[Saved data entries]
──────────
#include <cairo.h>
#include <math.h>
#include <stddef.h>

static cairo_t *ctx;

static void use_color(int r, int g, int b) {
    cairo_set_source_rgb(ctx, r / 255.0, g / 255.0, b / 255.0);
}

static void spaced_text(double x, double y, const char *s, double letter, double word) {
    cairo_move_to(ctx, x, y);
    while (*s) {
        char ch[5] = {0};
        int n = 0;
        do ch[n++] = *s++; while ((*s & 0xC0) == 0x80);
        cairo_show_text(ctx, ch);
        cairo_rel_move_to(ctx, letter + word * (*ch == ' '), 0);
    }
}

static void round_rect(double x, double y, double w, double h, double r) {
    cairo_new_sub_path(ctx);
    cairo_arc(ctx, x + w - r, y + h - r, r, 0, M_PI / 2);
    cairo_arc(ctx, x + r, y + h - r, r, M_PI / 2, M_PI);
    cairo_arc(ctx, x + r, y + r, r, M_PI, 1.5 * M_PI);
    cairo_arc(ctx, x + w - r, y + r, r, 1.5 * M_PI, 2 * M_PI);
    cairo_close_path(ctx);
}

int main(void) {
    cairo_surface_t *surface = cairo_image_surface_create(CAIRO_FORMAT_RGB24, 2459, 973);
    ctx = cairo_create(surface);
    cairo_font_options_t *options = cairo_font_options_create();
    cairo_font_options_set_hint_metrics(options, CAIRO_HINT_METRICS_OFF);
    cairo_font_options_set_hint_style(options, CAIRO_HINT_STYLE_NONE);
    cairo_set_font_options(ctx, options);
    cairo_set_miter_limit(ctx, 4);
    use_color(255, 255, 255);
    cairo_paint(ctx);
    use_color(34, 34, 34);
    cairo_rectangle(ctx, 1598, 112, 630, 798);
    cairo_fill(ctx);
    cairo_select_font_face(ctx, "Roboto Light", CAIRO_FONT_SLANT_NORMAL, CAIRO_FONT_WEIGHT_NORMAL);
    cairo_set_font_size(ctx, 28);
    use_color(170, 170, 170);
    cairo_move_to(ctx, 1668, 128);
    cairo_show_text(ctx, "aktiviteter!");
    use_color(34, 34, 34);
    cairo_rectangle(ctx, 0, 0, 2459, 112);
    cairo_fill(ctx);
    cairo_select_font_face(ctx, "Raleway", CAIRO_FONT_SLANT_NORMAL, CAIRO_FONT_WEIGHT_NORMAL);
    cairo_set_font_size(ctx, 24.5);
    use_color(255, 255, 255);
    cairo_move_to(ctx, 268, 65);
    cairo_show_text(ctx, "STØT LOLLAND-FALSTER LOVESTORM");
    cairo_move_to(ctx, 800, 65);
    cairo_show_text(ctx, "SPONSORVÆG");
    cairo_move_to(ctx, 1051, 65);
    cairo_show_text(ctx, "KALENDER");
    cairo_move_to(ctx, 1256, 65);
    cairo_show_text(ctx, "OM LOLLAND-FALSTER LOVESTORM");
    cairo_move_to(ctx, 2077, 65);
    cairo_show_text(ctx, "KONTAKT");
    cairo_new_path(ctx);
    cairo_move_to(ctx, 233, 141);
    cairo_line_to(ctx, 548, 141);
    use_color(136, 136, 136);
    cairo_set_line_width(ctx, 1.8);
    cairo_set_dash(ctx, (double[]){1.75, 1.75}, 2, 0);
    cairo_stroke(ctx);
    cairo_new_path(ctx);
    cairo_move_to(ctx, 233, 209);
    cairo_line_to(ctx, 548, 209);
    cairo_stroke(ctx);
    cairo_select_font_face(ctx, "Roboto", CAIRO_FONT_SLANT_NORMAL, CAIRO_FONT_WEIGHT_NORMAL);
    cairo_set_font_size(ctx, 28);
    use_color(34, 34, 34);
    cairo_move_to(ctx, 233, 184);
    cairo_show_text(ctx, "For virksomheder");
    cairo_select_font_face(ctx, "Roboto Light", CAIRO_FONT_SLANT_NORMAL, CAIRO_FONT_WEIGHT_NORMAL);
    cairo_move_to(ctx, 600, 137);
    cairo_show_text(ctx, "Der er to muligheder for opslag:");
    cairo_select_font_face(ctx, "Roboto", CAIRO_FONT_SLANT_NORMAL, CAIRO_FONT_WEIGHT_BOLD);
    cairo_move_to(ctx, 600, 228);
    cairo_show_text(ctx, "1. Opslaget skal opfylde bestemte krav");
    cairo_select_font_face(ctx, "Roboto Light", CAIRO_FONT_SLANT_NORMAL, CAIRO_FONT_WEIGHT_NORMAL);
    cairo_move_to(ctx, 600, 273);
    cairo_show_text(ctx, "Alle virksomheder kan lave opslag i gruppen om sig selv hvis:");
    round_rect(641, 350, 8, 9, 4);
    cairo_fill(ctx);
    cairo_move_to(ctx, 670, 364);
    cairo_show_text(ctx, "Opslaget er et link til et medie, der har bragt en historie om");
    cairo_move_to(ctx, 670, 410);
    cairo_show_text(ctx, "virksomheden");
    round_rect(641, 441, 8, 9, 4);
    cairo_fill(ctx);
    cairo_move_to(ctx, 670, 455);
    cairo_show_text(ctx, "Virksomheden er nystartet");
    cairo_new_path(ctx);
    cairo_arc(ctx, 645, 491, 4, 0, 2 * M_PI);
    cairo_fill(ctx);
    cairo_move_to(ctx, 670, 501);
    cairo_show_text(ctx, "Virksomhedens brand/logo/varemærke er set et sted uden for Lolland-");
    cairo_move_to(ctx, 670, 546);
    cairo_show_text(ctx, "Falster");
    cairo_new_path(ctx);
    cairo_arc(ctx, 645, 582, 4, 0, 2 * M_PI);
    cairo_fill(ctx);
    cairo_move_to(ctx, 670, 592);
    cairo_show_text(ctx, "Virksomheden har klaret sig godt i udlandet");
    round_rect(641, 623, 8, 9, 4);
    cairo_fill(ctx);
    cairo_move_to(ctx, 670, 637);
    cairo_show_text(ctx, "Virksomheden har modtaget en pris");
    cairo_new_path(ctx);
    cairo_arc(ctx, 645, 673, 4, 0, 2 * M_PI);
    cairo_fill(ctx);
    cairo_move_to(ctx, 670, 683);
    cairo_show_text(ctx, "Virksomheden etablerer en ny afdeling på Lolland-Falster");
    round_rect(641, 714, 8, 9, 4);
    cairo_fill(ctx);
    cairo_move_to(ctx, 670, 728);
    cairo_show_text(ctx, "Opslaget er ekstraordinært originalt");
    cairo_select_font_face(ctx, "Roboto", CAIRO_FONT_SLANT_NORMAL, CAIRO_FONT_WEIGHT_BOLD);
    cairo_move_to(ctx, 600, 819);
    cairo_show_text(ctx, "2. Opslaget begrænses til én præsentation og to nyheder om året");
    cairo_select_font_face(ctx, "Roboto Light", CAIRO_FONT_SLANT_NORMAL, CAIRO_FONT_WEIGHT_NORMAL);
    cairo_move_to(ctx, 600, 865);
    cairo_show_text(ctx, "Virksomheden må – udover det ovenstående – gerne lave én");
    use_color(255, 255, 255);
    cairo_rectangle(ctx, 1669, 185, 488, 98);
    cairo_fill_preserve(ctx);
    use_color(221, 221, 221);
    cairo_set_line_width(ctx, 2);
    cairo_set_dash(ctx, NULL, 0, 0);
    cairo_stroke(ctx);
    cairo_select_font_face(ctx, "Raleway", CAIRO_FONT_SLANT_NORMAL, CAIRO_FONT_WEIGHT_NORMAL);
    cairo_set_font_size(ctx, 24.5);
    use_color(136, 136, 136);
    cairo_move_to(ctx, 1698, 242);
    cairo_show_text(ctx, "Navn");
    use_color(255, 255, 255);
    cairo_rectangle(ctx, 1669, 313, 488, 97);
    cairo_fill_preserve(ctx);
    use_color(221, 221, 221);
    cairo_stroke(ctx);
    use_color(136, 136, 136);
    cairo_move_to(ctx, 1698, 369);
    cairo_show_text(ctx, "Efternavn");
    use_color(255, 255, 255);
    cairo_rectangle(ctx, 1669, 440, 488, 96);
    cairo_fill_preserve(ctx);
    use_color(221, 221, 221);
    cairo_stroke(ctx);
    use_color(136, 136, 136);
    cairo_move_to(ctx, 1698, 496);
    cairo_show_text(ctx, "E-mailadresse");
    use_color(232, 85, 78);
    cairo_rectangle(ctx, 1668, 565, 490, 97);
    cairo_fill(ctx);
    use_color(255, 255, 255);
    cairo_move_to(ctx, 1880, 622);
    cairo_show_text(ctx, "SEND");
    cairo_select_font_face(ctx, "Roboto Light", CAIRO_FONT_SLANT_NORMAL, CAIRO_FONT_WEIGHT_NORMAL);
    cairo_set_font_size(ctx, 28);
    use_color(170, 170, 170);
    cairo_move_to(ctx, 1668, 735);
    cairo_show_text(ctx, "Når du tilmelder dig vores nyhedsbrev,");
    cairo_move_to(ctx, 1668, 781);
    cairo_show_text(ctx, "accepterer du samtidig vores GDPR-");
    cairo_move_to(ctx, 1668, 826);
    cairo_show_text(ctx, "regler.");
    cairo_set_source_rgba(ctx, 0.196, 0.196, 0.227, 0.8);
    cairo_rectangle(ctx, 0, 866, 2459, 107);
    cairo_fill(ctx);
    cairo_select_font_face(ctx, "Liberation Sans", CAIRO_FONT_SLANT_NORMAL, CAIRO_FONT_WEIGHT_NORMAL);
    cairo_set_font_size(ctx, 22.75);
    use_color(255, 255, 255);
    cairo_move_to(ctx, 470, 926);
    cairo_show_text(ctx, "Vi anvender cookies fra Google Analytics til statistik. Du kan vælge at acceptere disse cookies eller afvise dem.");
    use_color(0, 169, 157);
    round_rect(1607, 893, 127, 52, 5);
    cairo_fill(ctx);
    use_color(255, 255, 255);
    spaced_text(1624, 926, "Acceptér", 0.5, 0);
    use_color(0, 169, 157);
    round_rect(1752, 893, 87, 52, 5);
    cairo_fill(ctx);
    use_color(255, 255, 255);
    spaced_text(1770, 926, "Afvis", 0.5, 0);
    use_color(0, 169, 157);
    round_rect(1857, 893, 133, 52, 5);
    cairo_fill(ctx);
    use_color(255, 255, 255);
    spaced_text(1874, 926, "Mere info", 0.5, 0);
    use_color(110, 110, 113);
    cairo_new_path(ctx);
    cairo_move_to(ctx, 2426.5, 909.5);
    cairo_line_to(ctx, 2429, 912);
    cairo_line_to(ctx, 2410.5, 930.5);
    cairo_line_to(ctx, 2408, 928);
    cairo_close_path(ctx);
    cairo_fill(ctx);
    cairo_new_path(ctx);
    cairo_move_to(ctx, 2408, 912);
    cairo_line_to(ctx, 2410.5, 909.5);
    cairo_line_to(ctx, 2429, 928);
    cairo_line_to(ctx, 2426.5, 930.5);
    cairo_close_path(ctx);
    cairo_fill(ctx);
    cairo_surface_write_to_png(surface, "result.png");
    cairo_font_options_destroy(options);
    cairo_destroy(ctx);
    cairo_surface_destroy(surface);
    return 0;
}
──────────
[WHAT NEEDS TO BE DONE]: Using the records above, say how many lines contain the string "word"; offer no other text.

[ANSWER SECTION]: 2